PMEM must be partitioned into `PMEM namespaces`_ for applications to use.
This vPMEM feature only uses PMEM namespaces in ``devdax`` mode as QEMU
`vPMEM backends`_. If you want to dive into related notions, the document
`NVDIMM Linux kernel document`_ is recommended.
To enable vPMEMs, follow the steps below.
Dependencies
------------
The following are required to support the vPMEM feature:
* Persistent Memory Hardware
One such product is Intel® Optane™ DC Persistent Memory.
`ipmctl`_ is used to configure it.
* Linux Kernel version >= 4.18 with the following modules loaded:
``dax_pmem``, ``nd_pmem``, ``device_dax``, ``nd_btt``
* QEMU version >= 3.1.0
* Libvirt version >= 5.0.0
* `ndctl`_ version >= 62
The vPMEM feature has been verified under the software and hardware listed above.
Configure PMEM namespaces (Compute)
-----------------------------------
#. Create PMEM namespaces as `vPMEM backends`_ using the `ndctl`_ utility.
For example, to create a 30GiB namespace named ``ns3``:
.. code-block:: console
$ sudo ndctl create-namespace -s 30G -m devdax -M mem -n ns3
{
"dev":"namespace1.0",
"mode":"devdax",
"map":"mem",
"size":"30.00 GiB (32.21 GB)",
"uuid":"937e9269-512b-4f65-9ac6-b74b61075c11",
"raw_uuid":"17760832-a062-4aef-9d3b-95ea32038066",
"daxregion":{
"id":1,
"size":"30.00 GiB (32.21 GB)",
"align":2097152,
"devices":[
{
"chardev":"dax1.0",
"size":"30.00 GiB (32.21 GB)"
}
]
},
"name":"ns3",
"numa_node":1
}
Then list the available PMEM namespaces on the host:
.. code-block:: console
$ ndctl list -X
[
{
...
"size":6440353792,
...
"name":"ns0",
...
},
{
...
"size":6440353792,
...
"name":"ns1",
...
},
{
...
"size":6440353792,
...
"name":"ns2",
...
},
{
...
"size":32210157568,
...
"name":"ns3",
...
}
]
#. Specify which PMEM namespaces should be available to instances.
Edit :oslo.config:option:`libvirt.pmem_namespaces`:
.. code-block:: ini
[libvirt]
# pmem_namespaces=$LABEL:$NSNAME[|$NSNAME][,$LABEL:$NSNAME[|$NSNAME]]
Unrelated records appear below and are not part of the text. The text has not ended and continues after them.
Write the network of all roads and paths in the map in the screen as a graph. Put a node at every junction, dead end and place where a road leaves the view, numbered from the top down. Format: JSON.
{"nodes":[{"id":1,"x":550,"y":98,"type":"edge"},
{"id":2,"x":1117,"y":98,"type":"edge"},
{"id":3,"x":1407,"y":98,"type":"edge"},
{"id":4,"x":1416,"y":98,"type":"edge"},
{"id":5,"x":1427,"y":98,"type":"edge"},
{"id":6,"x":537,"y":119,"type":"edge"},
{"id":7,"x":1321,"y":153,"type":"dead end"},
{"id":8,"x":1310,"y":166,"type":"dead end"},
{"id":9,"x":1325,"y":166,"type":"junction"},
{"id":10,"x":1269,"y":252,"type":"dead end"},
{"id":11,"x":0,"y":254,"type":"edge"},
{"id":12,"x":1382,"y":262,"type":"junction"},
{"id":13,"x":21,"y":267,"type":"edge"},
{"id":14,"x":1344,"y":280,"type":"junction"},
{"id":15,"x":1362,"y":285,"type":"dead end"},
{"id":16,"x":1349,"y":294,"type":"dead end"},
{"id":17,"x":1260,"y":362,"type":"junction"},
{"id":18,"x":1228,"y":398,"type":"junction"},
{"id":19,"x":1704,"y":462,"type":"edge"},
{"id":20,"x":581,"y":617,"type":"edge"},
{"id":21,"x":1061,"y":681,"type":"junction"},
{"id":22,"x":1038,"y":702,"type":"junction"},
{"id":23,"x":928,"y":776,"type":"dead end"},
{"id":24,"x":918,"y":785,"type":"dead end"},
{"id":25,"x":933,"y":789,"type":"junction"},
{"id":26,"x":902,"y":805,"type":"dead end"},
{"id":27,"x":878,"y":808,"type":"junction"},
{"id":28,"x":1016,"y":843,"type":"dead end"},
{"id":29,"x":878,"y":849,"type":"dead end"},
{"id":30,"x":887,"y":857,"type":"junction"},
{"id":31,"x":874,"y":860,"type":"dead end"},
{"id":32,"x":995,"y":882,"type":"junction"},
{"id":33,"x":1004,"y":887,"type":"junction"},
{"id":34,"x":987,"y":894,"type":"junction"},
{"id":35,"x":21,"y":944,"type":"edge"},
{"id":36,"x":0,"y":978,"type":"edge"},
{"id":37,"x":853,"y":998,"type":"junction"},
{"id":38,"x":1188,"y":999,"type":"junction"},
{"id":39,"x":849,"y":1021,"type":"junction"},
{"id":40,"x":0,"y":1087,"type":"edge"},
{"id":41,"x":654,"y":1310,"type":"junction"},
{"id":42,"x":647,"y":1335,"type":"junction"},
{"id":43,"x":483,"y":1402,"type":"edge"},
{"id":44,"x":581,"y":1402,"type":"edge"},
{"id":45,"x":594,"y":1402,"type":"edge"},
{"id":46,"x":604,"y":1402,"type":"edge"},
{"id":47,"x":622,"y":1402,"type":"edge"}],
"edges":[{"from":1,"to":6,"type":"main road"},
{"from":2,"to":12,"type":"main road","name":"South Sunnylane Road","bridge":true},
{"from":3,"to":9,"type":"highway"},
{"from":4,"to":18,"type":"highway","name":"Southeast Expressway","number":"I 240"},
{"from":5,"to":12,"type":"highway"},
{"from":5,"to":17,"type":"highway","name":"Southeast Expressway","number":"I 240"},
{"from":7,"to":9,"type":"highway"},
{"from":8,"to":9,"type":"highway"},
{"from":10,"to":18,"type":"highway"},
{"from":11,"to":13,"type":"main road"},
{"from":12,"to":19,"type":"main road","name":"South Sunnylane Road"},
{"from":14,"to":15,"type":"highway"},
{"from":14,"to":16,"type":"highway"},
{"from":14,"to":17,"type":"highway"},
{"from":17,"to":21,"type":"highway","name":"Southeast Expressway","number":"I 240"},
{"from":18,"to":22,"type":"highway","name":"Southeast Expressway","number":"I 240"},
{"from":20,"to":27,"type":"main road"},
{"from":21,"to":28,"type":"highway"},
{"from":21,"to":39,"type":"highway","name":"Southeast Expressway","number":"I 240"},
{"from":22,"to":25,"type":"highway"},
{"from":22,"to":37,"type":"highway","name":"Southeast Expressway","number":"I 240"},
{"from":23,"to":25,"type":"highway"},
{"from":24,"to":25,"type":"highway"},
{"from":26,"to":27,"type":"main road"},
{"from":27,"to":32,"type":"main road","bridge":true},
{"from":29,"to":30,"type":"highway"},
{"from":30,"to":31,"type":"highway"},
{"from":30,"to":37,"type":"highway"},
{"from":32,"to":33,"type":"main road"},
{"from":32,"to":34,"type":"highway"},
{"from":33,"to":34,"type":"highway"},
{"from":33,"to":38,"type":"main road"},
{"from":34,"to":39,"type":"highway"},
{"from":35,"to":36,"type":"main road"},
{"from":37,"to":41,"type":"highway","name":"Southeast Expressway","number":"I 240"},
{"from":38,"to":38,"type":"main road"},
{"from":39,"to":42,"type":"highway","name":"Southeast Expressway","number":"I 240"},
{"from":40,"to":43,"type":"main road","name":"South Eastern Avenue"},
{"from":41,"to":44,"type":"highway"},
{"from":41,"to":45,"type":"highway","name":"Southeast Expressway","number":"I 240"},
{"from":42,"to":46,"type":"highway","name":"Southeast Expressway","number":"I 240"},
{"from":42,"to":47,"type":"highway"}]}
pmem_namespaces = 6GB:ns0|ns1|ns2,LARGE:ns3
Configured PMEM namespaces must have already been created on the host as
described above. The conf syntax allows the admin to associate one or more
namespace ``$NSNAME``\ s with an arbitrary ``$LABEL`` that can subsequently
be used in a flavor to request one of those namespaces. It is recommended,
but not required, for namespaces under a single ``$LABEL`` to be the same
size.
#. Restart the ``nova-compute`` service.
Nova will invoke `ndctl`_ to identify the configured PMEM namespaces, and
report vPMEM resources to placement.
Configure a flavor
------------------
Specify a comma-separated list of the ``$LABEL``\ s from
:oslo.config:option:`libvirt.pmem_namespaces` to the flavor's ``hw:pmem``
property. Note that multiple instances of the same label are permitted:
.. code-block:: console
$ openstack flavor set --property hw:pmem='6GB' my_flavor
$ openstack flavor set --property hw:pmem='6GB,LARGE' my_flavor_large
$ openstack flavor set --property hw:pmem='6GB,6GB' m1.medium
.. note:: If a NUMA topology is specified, all vPMEM devices will be put on
guest NUMA node 0; otherwise nova will generate one NUMA node
automatically for the guest.
Based on the above examples, an ``openstack server create`` request with
``my_flavor_large`` will spawn an instance with two vPMEMs. One, corresponding
to the ``LARGE`` label, will be ``ns3``; the other, corresponding to the ``6G``
label, will be arbitrarily chosen from ``ns0``, ``ns1``, or ``ns2``.
.. note::
Using vPMEM inside a virtual machine requires the following:
* Guest kernel version 4.18 or higher;
* The ``dax_pmem``, ``nd_pmem``, ``device_dax``, and ``nd_btt`` kernel
modules;
* The `ndctl`_ utility.
.. note:: When resizing an instance with vPMEMs, the vPMEM data won't be
migrated.
Verify inventories and allocations
----------------------------------
This section describes how to check that:
* vPMEM inventories were created correctly in placement, validating the
`configuration described above <#configure-pmem-namespaces-compute>`_.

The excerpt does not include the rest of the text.